The family first purchased the house in 2006, drawn to it not for the structure itself, but for the garden space behind it. At that point in time, the house was just one floor, and all three boys shared a single room. There was no way the structure could accommodate the family’s three boys, two cats, one dog, and active lifestyle; they began to develop concepts for the home’s renovation. Among them were three ‘must-haves’ that remained intact throughout the entirety of the design process, and Nicole enjoyed watching her family’s visions turn into their quotidian spaces: “The process was really fun. There was a lot of laughing. I miss that process – the word collaborative was exactly what it was.”
While the family knew that space in the city was a luxury, their first ‘must-have’ was an open, communal living area, which they preferred to packing in extra bedrooms or bathrooms. Today, the kids only sleep in their bedrooms; the family prefers to live together, in shared spaces, at the center of their home. In addition to being set on an open central space, the family was intent on putting the outdoor spaces of their home to good use.
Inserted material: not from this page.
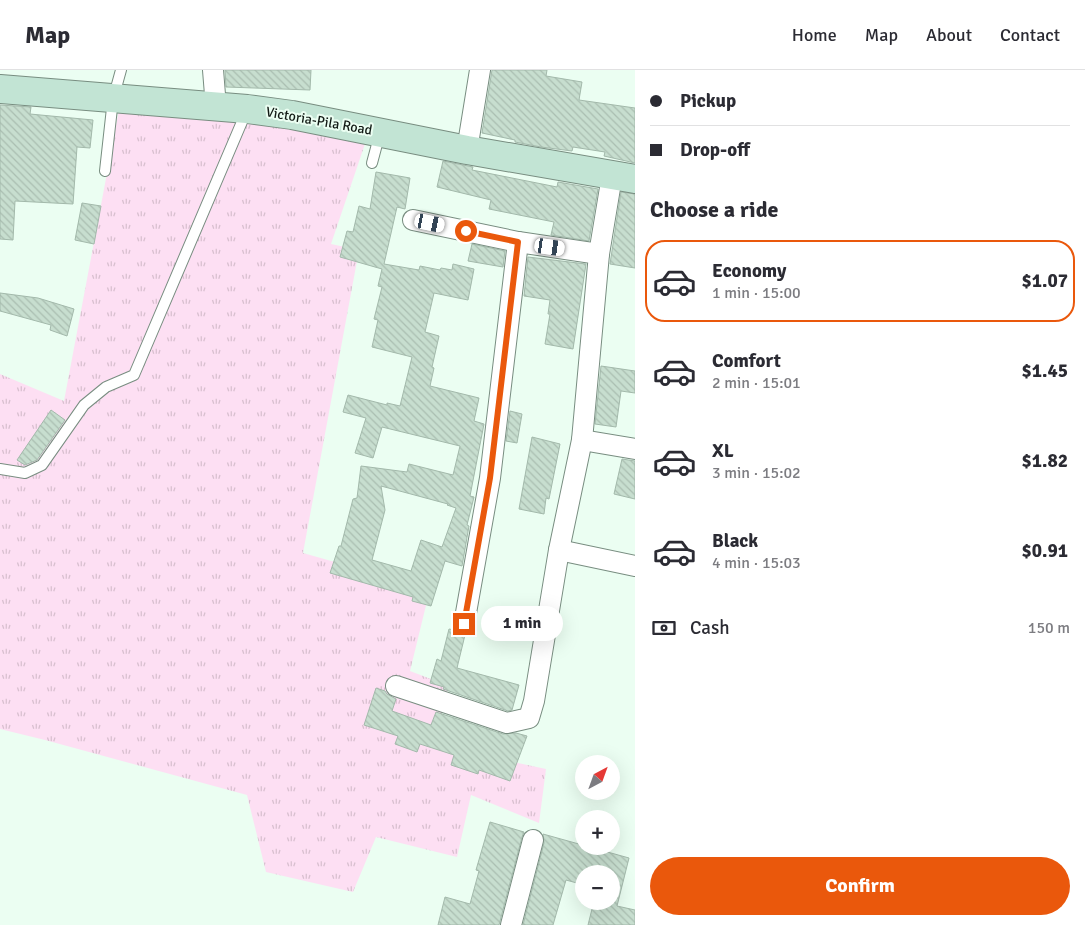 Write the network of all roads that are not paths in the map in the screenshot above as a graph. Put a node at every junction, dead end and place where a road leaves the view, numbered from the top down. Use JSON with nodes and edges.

Nicole’s favorite spot in the house is its crowning green roof, and the sliding glass doors between the living room and the backyard where the boys and their friends congregate to play basketball and run barefoot are almost always open. “That whole concept of living indoors and outdoors?” she says, “We actually do it.” The third and final ‘must-have’ was a quiet office that would function as a pocket of calm in an active household. The architects responded with a floating pod that hangs above the atrium and its echoes bouncing off the walls, presiding over the activity from a quiet, removed perch. It’s where the oldest son and his father retreat to watch The Walking Dead every week; the pod has become the residence’s “man cave” as the boys grow older. Still, their mother insists that no one in the family ever does more than “pretend to be a grownup,” and if the house has weathered well under the weight of growing boys’ feet, the family’s sense of playfulness has remained equally intact. “Our idea of art is superheroes and Legos,” Nicole confides.

I visited the home on a recent Wednesday morning, when a rare sense of calm had settled over Fitty Wun. The family dog napped in the sunshine, the plastic figurines that usually lie strewn across the living room rug had been tucked away, and the home’s Hallmark swing hung still and empty. The sunlight streamed in through one side of the atrium as we climbed the stairs towards the green roof, and by the time we descended back down towards the entryway, having explored the loft spanning the boys’ bedrooms and looked out through the master bedroom’s full height windows onto the green backyard, it filtered in through a second side, bound to peek its way through each edge of the atrium’s rim before setting. No matter how many times the sun circles and sets, though, the home doesn’t lose its everyday, Lego-laden charm, says Nicole: “We love this house every single day.”